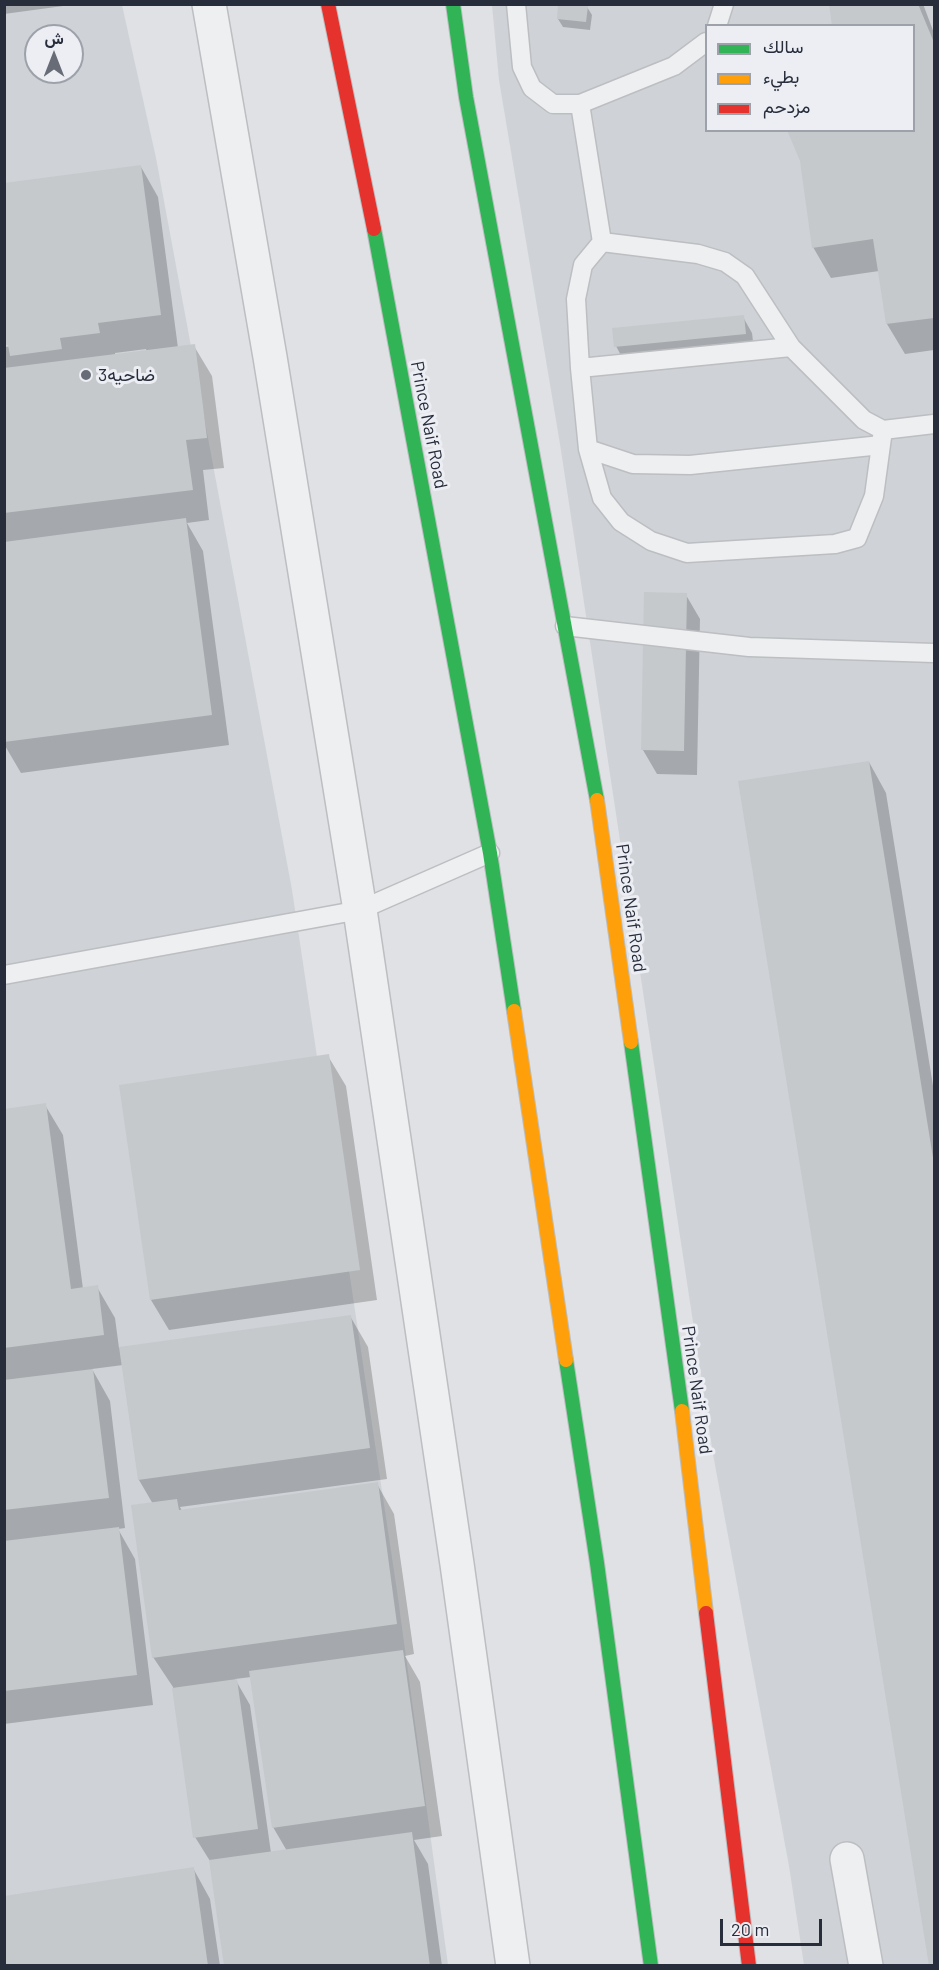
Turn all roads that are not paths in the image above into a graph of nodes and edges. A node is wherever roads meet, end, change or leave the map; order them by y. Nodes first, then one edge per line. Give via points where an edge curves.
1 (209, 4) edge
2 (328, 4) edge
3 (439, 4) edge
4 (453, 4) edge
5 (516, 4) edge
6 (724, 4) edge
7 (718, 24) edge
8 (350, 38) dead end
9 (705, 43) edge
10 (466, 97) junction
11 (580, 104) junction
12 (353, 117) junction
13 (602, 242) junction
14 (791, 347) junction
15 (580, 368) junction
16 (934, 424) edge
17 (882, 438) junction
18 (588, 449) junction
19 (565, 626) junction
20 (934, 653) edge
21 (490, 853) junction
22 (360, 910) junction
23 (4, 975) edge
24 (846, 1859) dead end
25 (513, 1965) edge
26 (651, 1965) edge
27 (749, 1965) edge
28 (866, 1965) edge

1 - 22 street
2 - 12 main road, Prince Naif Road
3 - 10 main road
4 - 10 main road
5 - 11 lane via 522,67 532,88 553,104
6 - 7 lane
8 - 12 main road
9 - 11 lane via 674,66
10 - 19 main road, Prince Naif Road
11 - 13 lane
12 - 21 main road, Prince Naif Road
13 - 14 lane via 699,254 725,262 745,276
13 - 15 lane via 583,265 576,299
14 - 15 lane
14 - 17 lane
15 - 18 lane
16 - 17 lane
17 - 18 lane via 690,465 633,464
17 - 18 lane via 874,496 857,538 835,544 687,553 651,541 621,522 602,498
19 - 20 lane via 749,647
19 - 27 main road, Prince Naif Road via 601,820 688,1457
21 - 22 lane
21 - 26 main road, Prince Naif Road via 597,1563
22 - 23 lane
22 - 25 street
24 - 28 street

- INSTRUCTIONS FOR THE TASK: Give all the entries again exactly, dropping each picture.

- RESULT OF THIS TASK:
Turn all roads that are not paths in the image above into a graph of nodes and edges. A node is wherever roads meet, end, change or leave the map; order them by y. Nodes first, then one edge per line. Give via points where an edge curves.
1 (209, 4) edge
2 (328, 4) edge
3 (439, 4) edge
4 (453, 4) edge
5 (516, 4) edge
6 (724, 4) edge
7 (718, 24) edge
8 (350, 38) dead end
9 (705, 43) edge
10 (466, 97) junction
11 (580, 104) junction
12 (353, 117) junction
13 (602, 242) junction
14 (791, 347) junction
15 (580, 368) junction
16 (934, 424) edge
17 (882, 438) junction
18 (588, 449) junction
19 (565, 626) junction
20 (934, 653) edge
21 (490, 853) junction
22 (360, 910) junction
23 (4, 975) edge
24 (846, 1859) dead end
25 (513, 1965) edge
26 (651, 1965) edge
27 (749, 1965) edge
28 (866, 1965) edge

1 - 22 street
2 - 12 main road, Prince Naif Road
3 - 10 main road
4 - 10 main road
5 - 11 lane via 522,67 532,88 553,104
6 - 7 lane
8 - 12 main road
9 - 11 lane via 674,66
10 - 19 main road, Prince Naif Road
11 - 13 lane
12 - 21 main road, Prince Naif Road
13 - 14 lane via 699,254 725,262 745,276
13 - 15 lane via 583,265 576,299
14 - 15 lane
14 - 17 lane
15 - 18 lane
16 - 17 lane
17 - 18 lane via 690,465 633,464
17 - 18 lane via 874,496 857,538 835,544 687,553 651,541 621,522 602,498
19 - 20 lane via 749,647
19 - 27 main road, Prince Naif Road via 601,820 688,1457
21 - 22 lane
21 - 26 main road, Prince Naif Road via 597,1563
22 - 23 lane
22 - 25 street
24 - 28 street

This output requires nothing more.